Cupid’s chemicals certainly merit a closer look. Our fate—not to
mention that of our genes—rests, in part, on the firings of
neurotransmitters like serotonin, suggests Hagop Akiskal, a psychiatrist at the
University of California in San Diego and one of Marazziti’s co-authors on the
new study. Without intense emotion, which typically creates an unrealistic image
of the love object, rather like a photo that’s perfectly airbrushed, nobody in
their “right” mind would fall in love, Akiskal says. By reeling you in and
stringing you along, making you believe that you’ve caught the one
heart-stopping fish in the sea, the argument goes, serotonin keeps love’s fires
burning long enough for romance to yield an evolutionarily satisfactory end:
offspring.

For people with chronically low serotonin, in fact, life tends to be
unusually sexy.
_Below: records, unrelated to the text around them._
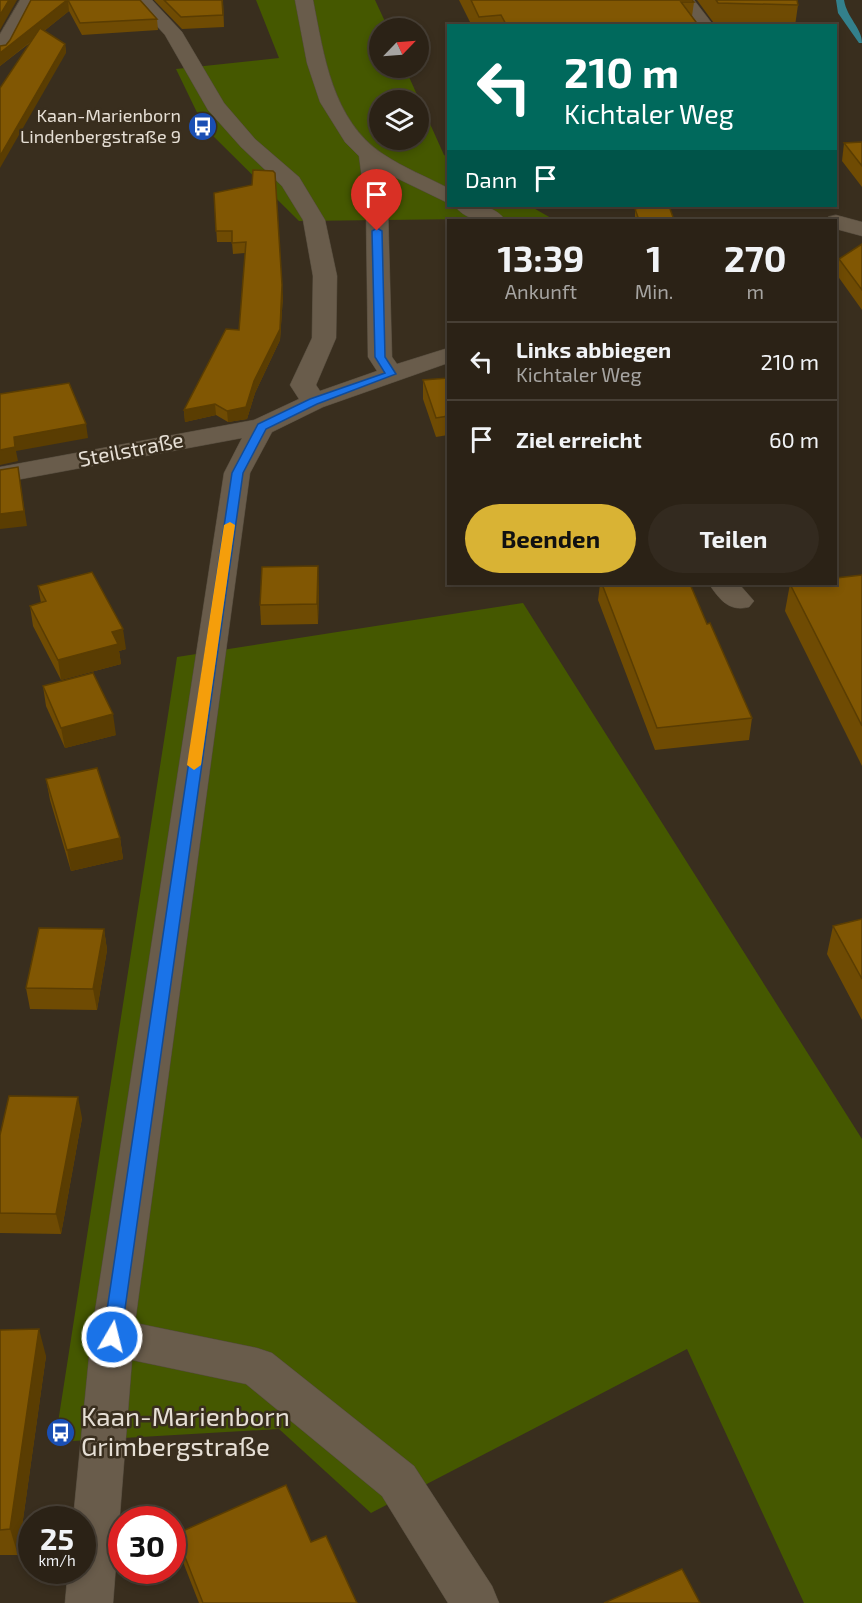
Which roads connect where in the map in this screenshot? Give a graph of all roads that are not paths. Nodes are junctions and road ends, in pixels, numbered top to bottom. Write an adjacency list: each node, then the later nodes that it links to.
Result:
1 (30, 0): 6 (street)
2 (142, 0): 15 (street)
3 (304, 0): 7 (street)
4 (685, 0): 5 (street)
5 (703, 24)
6 (0, 51)
7 (369, 154): 8 (street); 14 (street)
8 (447, 195)
9 (468, 207): 10 (street)
10 (493, 219)
11 (837, 222): 12 (street)
12 (862, 229)
13 (447, 355): 14 (street, Steilstraße)
14 (391, 374): 15 (street, Steilstraße)
15 (314, 402): 16 (street, Steilstraße)
16 (261, 427): 17 (street, Steilstraße); 18 (street)
17 (0, 475)
18 (112, 1337): 19 (street); 20 (street)
19 (88, 1603)
20 (475, 1603)

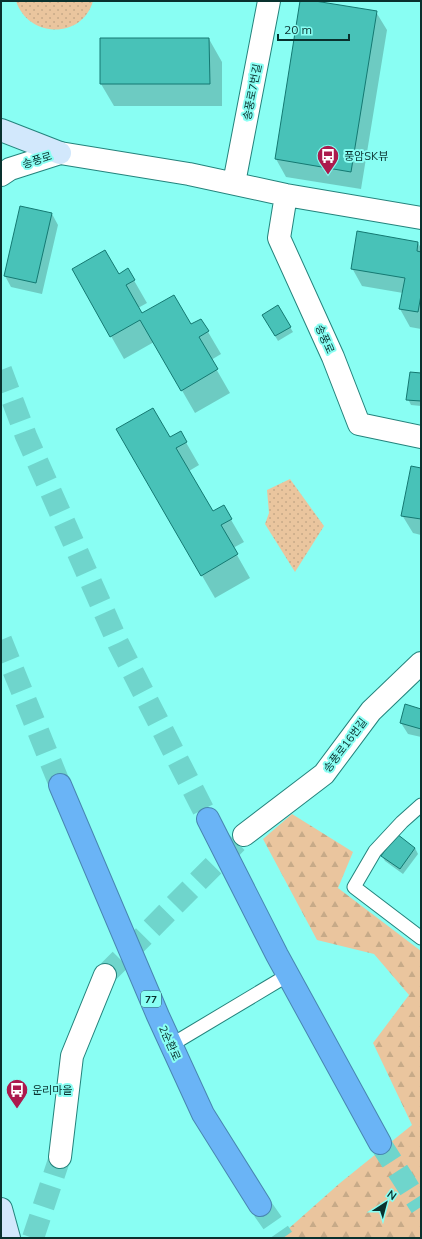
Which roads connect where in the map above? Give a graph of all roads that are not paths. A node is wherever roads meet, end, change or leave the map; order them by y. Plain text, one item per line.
1 (269, 1) edge
2 (1, 130) edge
3 (60, 153) junction
4 (1, 174) edge
5 (234, 182) junction
6 (286, 195) junction
7 (421, 218) edge
8 (421, 437) edge
9 (421, 663) edge
10 (60, 785) tunnel mouth
11 (421, 805) edge
12 (208, 820) tunnel mouth
13 (244, 835) tunnel mouth
14 (421, 938) edge
15 (105, 975) tunnel mouth
16 (288, 975) junction
17 (171, 1045) junction
18 (380, 1143) tunnel mouth
19 (60, 1157) tunnel mouth
20 (260, 1205) tunnel mouth
21 (1, 1209) edge
22 (9, 1238) edge

1 - 5 street, 송풍로7번길
2 - 3 street
3 - 4 street, 송풍로
3 - 5 street, 송풍로
5 - 6 street, 송풍로
6 - 7 street, 송풍로
6 - 8 street, 송풍로
9 - 13 street, 송풍로16번길
10 - 17 highway, 2순환로 / 77
11 - 14 lane
12 - 16 highway
15 - 19 street
16 - 17 lane
16 - 18 highway
17 - 20 highway, 2순환로 / 77
21 - 22 street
According to studies by Hamer at NCI and his colleagues, men
with a “short” version of the serotonin transporter gene, which results in
reduced serotonin, tend to be both more anxious and more sexually active than
those with a longer version of the gene. While these easy lovers keep the gene
pool going, they also litter it with neuroses, Hamer notes. “Genes don’t care
how crazy you are. They get passed on.” Pausing a moment, Hamer adds: “Well, if
you’re utterly crazy, it’s harder to find a mate—at least if you’re a
.”

Love’s chemistry can create other types of wildly passionate temperament,
too. In 1996, two teams of researchers traced novelty-seeking to a particular
polymorphism in the gene that encodes the D4 dopamine receptor. Some of the
gene’s inheritors may seek thrills in love, Akiskal says. But he thinks the
“great romantics” are people suffering from cyclothymia, a bipolar disorder
somewhat like manic-depression, that brings alternating periods of intense
excitement and gloom.

According to Akiskal’s research, people with cyclothymia fall in love during
happy times, often indiscriminately. This undiscerning pursuit of love creates
much mixing of genes in the sex that follows. However, Akiskal says, the
euphoria inevitably fades, as severe melancholy sets in, sometimes leading to
suicidal depression for the person with cyclothymia and potential danger for his
or her love interest. It is passion’s dark side—and researchers would
dearly love to understand the chemistry behind it.

When possible, scientists like to unravel biological mysteries with animal
models. But how do you make a rat fall in love? Geoffrey Miller, an evolutionary
psychologist at University College London, notes that while many species mate,
scientists have no clue how many actually feel romantic yearnings. After all,
once a baby is born, it’s not romance—but a deeper attachment—that
convinces parents to jointly care for their cute bundle of genes.

Ah, but then love comes full circle, at least in the animal kingdom.
Scientists regard prairie voles—fat little rodents rather like
squirrels—as nature’s ultimate significant other. Amid surging dopamine,
voles pledge lifelong monogamy to a partner. Perhaps, researchers reason, we
lovestruck humans can learn from these simple creatures. On the other hand, even
when a female vole is deprived of sex, yet given just a dose of dopamine, she
chooses any nearby male as her mate for life. Now, how sick is that?